PSYCHOANALYSIS AS SCIENCE

Abstract
This paper examines psychoanalysis as science, especially from the point of view of questions suggested by a review (published in this issue) of the first four volumes of the series Psychoanalysis and Contemporary Science. The author focuses in particular upon the following questions. First, what is there about psychoanalysis that leads so many of its scholars, as well as so many scholars in other disciplines, to take up habitation on the boundaries between it and other disciplines? What are the particular vulnerabilities to which the work of those who reside in border regions is susceptible? What is the source of such boundary difficulties as excessive permeability or excessive impermeability? How can they be mitigated? Second, does psychoanalysis have a special status among the sciences?

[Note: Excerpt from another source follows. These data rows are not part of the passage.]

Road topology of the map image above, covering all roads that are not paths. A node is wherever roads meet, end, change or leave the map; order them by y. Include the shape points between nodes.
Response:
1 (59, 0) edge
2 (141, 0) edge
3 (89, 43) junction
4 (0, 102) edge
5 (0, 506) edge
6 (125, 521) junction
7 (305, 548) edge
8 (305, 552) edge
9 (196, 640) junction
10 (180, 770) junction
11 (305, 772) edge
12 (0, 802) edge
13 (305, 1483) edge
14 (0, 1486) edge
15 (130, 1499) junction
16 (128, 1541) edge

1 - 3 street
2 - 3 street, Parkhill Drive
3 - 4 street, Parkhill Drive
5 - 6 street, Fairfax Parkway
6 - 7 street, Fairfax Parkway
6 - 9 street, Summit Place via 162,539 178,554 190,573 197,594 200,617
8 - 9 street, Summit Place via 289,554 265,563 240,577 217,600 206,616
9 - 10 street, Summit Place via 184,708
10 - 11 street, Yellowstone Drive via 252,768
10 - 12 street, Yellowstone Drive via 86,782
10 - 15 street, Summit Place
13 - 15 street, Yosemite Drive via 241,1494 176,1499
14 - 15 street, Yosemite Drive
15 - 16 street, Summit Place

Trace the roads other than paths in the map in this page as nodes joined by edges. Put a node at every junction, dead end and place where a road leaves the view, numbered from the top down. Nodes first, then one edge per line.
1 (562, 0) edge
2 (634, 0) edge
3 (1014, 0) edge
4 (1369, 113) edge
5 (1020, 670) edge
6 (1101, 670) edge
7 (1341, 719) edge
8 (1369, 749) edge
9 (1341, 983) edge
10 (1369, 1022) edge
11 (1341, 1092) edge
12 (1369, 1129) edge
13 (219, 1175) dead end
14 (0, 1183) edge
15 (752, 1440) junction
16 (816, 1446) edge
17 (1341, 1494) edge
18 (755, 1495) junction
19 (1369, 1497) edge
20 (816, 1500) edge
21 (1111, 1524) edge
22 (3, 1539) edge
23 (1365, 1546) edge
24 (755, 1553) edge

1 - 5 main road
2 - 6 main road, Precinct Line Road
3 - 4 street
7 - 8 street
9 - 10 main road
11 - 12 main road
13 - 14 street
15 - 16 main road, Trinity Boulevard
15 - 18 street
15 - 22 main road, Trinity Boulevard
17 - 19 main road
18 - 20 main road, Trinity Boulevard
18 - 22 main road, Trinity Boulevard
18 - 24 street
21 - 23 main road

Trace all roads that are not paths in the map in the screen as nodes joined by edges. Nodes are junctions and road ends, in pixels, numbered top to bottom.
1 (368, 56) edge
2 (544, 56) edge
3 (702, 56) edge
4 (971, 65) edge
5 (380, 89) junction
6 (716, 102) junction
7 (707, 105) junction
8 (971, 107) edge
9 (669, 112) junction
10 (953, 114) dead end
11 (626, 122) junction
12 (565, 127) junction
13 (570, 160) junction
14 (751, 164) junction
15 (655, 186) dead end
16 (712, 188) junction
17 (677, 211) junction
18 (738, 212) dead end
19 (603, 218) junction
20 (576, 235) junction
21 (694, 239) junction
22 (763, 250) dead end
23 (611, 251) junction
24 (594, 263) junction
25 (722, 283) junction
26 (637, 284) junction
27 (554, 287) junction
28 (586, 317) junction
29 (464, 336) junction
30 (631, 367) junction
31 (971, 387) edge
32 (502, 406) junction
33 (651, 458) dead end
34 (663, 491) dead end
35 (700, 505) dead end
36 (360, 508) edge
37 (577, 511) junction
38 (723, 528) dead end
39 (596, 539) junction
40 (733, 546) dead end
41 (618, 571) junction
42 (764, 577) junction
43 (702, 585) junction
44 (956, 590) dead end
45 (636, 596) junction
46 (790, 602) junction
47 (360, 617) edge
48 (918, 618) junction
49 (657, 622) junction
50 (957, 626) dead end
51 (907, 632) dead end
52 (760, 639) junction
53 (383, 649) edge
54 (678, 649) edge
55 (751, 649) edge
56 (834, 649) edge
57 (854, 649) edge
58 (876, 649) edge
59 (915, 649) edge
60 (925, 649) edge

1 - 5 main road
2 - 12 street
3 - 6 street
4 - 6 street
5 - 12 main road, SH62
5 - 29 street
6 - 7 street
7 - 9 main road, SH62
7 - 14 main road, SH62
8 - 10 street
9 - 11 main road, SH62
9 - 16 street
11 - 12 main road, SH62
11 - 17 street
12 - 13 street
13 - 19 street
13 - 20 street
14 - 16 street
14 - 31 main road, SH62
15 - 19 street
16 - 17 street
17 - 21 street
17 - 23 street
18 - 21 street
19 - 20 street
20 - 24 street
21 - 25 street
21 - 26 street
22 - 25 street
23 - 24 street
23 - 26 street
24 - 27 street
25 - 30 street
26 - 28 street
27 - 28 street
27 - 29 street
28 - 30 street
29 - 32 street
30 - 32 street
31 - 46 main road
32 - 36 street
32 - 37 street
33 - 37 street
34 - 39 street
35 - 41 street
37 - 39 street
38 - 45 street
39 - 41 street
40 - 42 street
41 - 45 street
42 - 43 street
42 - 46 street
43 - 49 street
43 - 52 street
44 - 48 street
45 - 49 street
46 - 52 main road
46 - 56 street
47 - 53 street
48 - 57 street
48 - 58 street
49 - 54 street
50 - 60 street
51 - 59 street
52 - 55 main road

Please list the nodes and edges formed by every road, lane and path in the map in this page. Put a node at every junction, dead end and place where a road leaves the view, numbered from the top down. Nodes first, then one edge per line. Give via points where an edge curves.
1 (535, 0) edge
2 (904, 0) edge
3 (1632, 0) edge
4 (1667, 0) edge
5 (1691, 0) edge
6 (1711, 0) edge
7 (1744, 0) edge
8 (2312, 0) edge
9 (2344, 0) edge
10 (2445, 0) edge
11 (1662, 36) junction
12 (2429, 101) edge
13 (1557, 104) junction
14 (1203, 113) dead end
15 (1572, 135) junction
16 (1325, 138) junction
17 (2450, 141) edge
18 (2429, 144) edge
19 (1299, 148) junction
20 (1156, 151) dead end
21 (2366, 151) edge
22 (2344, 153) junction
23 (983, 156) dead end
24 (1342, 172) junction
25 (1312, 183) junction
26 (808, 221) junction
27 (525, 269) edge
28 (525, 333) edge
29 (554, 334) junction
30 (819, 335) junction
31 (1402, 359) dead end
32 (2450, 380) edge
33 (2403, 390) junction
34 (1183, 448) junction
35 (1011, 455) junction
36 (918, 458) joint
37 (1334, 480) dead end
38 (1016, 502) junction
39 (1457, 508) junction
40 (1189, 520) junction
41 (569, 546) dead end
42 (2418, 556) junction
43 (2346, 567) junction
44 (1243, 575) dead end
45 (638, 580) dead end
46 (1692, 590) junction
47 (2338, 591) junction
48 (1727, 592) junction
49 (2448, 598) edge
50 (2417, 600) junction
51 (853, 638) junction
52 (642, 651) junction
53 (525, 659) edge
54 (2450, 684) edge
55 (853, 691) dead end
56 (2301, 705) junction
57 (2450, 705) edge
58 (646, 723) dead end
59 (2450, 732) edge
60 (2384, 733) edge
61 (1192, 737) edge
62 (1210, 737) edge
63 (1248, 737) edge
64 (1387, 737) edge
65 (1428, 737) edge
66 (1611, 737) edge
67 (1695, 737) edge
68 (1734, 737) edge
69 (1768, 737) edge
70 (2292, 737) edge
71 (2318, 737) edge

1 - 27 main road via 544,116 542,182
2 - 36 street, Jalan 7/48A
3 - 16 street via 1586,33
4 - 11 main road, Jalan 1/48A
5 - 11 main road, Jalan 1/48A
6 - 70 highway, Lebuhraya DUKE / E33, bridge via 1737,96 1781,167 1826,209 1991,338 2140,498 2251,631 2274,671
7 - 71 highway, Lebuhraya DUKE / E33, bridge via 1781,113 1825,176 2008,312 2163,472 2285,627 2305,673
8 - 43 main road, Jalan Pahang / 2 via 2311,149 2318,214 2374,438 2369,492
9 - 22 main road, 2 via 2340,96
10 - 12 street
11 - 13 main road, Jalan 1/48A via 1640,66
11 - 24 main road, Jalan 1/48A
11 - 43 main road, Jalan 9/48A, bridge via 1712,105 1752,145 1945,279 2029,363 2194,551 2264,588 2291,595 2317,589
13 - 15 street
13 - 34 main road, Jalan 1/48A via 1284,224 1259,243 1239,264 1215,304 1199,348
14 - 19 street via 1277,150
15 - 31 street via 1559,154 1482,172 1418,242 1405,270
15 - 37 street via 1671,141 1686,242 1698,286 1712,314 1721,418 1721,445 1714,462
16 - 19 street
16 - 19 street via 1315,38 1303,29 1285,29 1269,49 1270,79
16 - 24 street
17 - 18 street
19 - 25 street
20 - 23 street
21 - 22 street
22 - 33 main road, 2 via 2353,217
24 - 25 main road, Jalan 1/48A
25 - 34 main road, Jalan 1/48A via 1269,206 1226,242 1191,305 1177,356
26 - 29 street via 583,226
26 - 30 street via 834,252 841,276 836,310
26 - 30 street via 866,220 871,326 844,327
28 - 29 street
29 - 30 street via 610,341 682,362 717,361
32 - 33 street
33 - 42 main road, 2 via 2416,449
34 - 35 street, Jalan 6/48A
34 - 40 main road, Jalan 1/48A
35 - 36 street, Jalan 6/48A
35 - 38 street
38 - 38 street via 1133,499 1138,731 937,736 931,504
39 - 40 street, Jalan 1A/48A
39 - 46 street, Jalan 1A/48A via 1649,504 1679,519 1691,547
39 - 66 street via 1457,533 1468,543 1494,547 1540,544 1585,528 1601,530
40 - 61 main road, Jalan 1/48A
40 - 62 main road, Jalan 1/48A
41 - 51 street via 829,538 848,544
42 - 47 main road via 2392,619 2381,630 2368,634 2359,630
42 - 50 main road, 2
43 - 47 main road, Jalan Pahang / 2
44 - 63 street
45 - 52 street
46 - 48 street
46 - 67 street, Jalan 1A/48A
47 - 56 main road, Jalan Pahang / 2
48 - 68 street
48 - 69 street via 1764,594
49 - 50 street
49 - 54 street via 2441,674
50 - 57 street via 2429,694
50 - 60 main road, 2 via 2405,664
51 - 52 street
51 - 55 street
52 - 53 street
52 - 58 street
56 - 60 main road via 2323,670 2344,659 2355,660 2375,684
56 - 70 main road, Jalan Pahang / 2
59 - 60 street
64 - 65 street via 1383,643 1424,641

Is it science at all – hermeneutics rather than explanation, humanistic rather than mechanistic, private rather than public knowledge? Third, if psychoanalysis is a science, rather than a body of knowledge with a special status freeing it from obligations other sciences share, what are some existing and possible relations of psychoanalysis as science to other sciences? Here, especially, examples are drawn from the author's own theoretical studies. Finally, on the basis of the discussion of the previous questions and an examination of the present state of psychoanalysis as science, the author argues that the task of formalizing psychoanalytic theory should receive immediate, high priority; without formalization, further progress seems unlikely. Some directions such formalization might take are suggested.